Saved data entries:
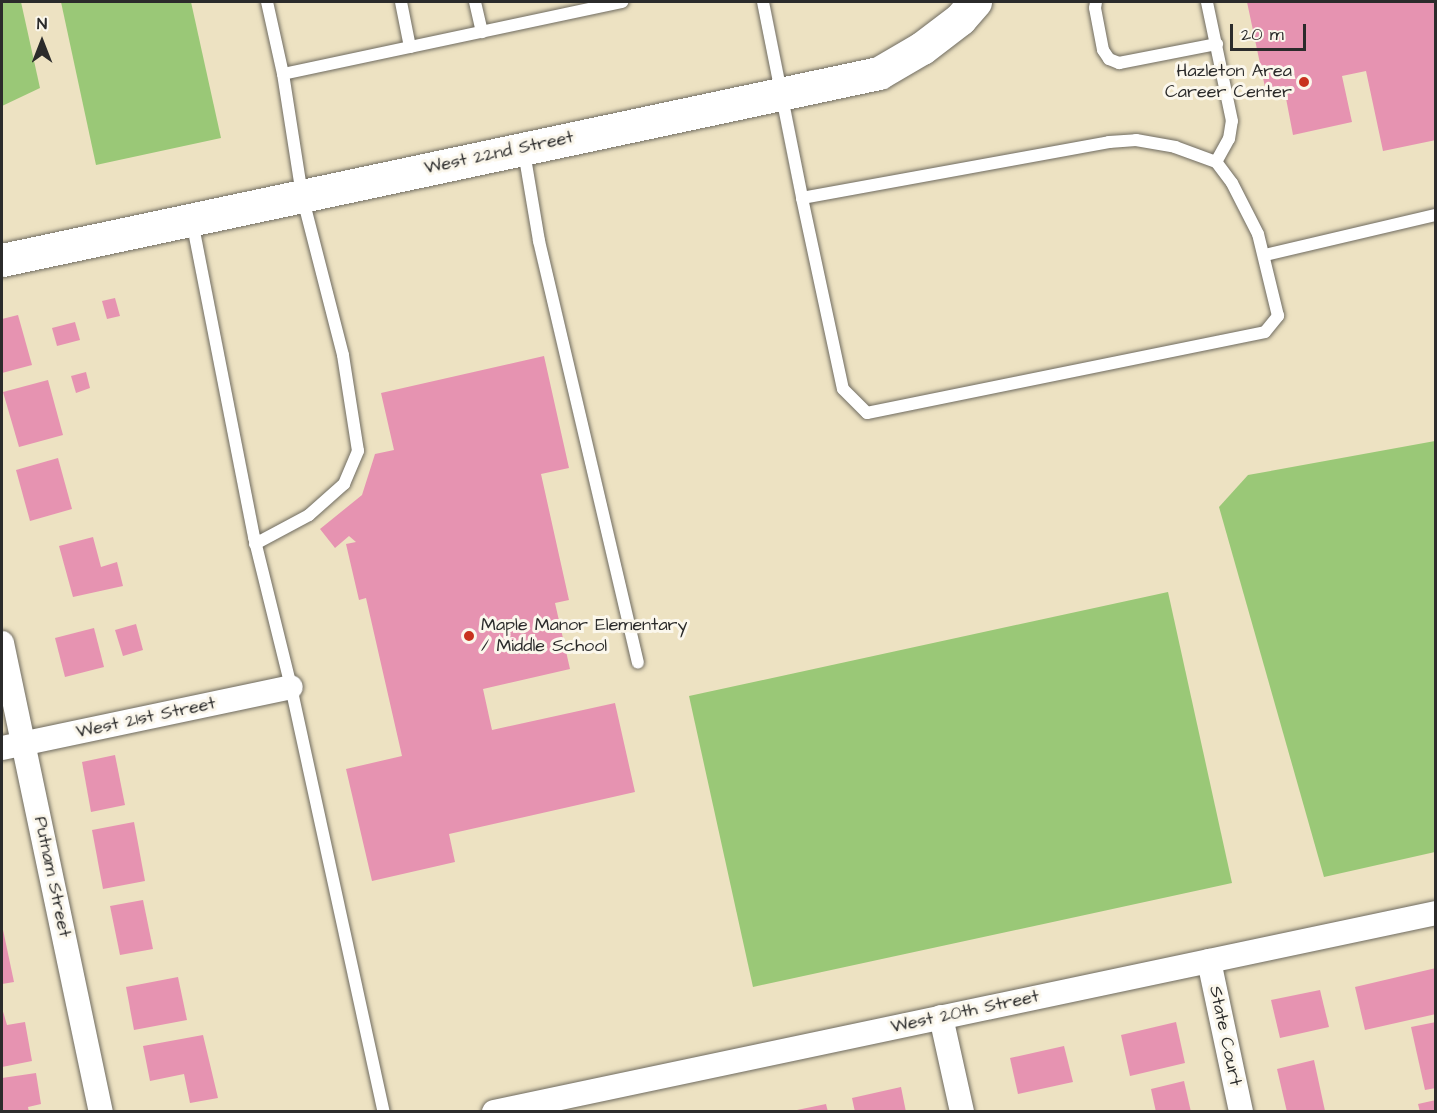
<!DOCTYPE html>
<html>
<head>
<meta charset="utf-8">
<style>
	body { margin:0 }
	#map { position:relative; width:1437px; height:1113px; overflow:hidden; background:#ede2c2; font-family:"Architects Daughter",sans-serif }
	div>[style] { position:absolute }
	.green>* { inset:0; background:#9ac877 }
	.building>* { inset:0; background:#e693b1 }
	.roads { filter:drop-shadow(0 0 2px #6f6b60) drop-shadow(0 0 2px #6f6b60) }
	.lane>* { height:12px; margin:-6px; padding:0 6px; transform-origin:6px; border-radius:6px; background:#fff }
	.street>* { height:24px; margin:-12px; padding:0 12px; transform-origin:12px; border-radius:12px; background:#fff }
	.secondary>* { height:33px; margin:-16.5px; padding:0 16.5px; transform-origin:16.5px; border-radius:16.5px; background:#fff }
	.dots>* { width:16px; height:16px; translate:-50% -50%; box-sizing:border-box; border:3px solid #fbf7ec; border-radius:50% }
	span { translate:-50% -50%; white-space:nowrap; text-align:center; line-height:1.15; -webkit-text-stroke:6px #fbf7ec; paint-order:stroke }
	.poi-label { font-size:18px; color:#2b2b2b }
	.right { translate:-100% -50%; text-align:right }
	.left { translate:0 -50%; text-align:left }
	.street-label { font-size:18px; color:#2b2b2b }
	.frame { position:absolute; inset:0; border:3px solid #2b2b2b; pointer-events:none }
	.north { position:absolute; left:12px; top:12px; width:60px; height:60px; -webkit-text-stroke:4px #fbf7ec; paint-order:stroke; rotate:0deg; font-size:16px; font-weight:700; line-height:24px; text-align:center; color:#2b2b2b }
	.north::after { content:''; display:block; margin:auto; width:21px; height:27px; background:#2b2b2b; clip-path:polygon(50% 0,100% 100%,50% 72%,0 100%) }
	.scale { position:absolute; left:1230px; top:24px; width:76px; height:27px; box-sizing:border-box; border:3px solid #2b2b2b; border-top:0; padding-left:8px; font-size:18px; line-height:21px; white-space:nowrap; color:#2b2b2b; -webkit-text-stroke:4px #fbf7ec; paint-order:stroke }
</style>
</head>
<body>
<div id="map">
	<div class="green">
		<i style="clip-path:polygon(2px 2px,21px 2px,40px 88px,2px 106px)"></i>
		<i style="clip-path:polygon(61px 2px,191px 2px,221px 138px,96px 165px)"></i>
		<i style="clip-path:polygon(1435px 441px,1435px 852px,1324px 877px,1219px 507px,1248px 475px)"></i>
		<i style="clip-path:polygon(1168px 592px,1232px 883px,753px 987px,689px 696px)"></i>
	</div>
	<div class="building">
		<i style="clip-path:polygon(1247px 2px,1436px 2px,1436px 140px,1383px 151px,1366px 71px,1342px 76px,1352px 122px,1293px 135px,1284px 88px,1266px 92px)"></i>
		<i style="clip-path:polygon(115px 298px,120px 316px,107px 319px,102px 301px)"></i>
		<i style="clip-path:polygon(18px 315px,32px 365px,2px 373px,2px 319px)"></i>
		<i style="clip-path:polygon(75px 322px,80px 340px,57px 346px,52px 328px)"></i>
		<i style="clip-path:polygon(544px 356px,569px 468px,541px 474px,569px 600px,555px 603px,570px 669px,483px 689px,492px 730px,615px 703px,635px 792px,449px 834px,455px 862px,372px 881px,346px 769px,402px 756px,366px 598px,359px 600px,346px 544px,356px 542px,349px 536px,335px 548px,320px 529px,362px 495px,375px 454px,394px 450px,381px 393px)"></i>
		<i style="clip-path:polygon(86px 372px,90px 388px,76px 393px,71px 376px)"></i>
		<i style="clip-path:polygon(48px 380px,63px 435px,19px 447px,3px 392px)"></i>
		<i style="clip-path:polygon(58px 458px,72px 509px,30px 521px,16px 470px)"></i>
		<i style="clip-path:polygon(93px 537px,101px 567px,117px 562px,123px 586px,73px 597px,59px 546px)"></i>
		<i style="clip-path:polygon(136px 624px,143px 650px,123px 656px,115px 630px)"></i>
		<i style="clip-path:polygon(94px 628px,104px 667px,65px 677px,55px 638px)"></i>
		<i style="clip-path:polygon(115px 755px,125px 805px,91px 812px,82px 762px)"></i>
		<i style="clip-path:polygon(134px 822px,145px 881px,103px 889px,92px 830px)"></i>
		<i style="clip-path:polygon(143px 900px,153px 949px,120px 955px,110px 906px)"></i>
		<i style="clip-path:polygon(2px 925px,14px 982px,2px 984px)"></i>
		<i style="clip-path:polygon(1436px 968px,1436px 1014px,1365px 1030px,1355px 987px)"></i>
		<i style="clip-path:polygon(178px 977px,187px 1020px,134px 1030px,126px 987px)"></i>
		<i style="clip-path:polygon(1320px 990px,1329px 1027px,1280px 1038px,1271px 1000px)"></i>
		<i style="clip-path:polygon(2px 1008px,7px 1025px,25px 1022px,32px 1061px,2px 1067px)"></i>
		<i style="clip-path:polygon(1176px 1022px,1185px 1063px,1130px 1076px,1121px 1035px)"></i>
		<i style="clip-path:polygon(1436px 1022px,1436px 1088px,1425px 1090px,1411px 1027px)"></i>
		<i style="clip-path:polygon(203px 1035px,218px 1098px,190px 1103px,184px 1074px,150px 1081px,143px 1046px)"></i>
		<i style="clip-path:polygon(1064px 1046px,1073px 1082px,1018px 1094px,1010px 1058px)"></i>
		<i style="clip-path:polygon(1314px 1060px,1325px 1111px,1287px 1112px,1277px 1069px)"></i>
		<i style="clip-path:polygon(36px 1073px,41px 1104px,28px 1107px,29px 1112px,2px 1112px,2px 1078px)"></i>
		<i style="clip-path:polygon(1184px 1081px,1191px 1112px,1156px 1112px,1151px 1089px)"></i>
		<i style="clip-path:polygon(901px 1087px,906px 1112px,855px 1112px,852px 1098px)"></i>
		<i style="clip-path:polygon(1436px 1100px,1436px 1112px,1420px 1112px,1418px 1104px)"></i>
		<i style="clip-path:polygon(826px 1104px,828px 1112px,797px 1112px,797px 1110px)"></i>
	</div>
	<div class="roads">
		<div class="lane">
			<i style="left:401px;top:2px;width:46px;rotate:78.7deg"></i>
			<i style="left:475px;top:2px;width:31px;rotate:77deg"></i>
			<i style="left:763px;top:2px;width:200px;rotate:78.7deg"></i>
			<i style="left:802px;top:198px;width:195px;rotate:77.9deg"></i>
			<i style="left:843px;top:389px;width:34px;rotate:45deg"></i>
			<i style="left:867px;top:413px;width:406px;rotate:-11.5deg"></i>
			<i style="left:1265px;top:332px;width:21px;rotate:-51deg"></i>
			<i style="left:1278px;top:316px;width:84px;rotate:-103.7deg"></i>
			<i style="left:1258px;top:234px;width:57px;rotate:-117deg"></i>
			<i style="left:1232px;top:183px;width:26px;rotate:-127deg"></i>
			<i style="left:1216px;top:162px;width:26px;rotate:-61deg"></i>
			<i style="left:1229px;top:139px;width:18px;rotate:-81deg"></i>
			<i style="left:1232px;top:121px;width:122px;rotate:-101.9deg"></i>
			<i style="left:1096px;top:2px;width:6px;rotate:99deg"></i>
			<i style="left:1095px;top:8px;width:43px;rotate:79.2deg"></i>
			<i style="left:1103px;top:50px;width:11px;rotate:56deg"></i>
			<i style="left:1109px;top:59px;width:11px;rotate:22deg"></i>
			<i style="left:1119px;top:63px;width:100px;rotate:-11deg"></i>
			<i style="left:283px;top:74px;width:347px;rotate:-12deg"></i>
			<i style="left:524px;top:152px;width:90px;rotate:80.4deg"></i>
			<i style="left:539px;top:241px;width:433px;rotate:76.8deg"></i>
			<i style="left:802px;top:198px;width:312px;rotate:-10.3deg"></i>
			<i style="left:1109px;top:142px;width:27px;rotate:-4deg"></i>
			<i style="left:1136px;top:140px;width:40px;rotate:10deg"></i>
			<i style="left:1175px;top:147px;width:44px;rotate:20.1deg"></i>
			<i style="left:192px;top:221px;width:322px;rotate:78.9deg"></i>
			<i style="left:254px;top:537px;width:154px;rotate:76.1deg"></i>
			<i style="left:291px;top:687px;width:435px;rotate:77.7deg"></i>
			<i style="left:1265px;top:255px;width:176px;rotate:-13.2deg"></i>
			<i style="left:255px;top:544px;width:61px;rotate:-28.2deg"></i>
			<i style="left:309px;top:515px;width:47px;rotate:-41.5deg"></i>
			<i style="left:344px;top:484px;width:36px;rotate:-67deg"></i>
			<i style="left:358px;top:451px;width:97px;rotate:-98.9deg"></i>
			<i style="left:343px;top:355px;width:165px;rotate:-104.4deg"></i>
			<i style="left:302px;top:195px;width:122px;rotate:-98.9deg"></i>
			<i style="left:283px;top:74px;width:74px;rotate:-102.5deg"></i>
		</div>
		<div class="street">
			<i style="left:2px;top:643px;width:479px;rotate:78.1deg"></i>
			<i style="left:2px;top:748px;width:295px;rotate:-11.9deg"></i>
			<i style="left:1209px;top:961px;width:154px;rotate:78deg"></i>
			<i style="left:941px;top:1017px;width:97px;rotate:77.5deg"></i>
			<i style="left:494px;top:1112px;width:963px;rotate:-11.93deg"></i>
		</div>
		<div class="secondary">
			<i style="left:2px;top:260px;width:897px;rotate:-12.04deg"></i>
			<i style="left:879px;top:73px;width:50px;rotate:-30.2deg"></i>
			<i style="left:922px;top:48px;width:48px;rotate:-37.3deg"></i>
			<i style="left:960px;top:19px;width:23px;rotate:-49deg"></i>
		</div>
	</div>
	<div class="dots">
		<i style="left:1304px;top:82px;background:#c8321e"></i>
		<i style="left:469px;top:636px;background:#c8321e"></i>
	</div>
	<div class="poi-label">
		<span class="right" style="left:1292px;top:82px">Hazleton Area<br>Career Center</span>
		<span class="left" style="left:481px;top:636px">Maple Manor Elementary<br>/ Middle School</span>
	</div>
	<div class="street-label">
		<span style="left:499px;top:153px;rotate:-12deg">West 22nd Street</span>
		<span style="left:146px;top:718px;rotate:-12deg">West 21st Street</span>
		<span style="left:52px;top:877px;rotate:78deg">Putnam Street</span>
		<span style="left:965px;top:1012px;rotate:-12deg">West 20th Street</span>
		<span style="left:1225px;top:1036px;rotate:78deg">State Court</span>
	</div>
	<div class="frame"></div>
	<div class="north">N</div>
	<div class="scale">20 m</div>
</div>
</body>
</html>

| What is required |
For the word "lane", return every line of the records that holds it.

| Solution for this problem |
	.lane>* { height:12px; margin:-6px; padding:0 6px; transform-origin:6px; border-radius:6px; background:#fff }
		<div class="lane">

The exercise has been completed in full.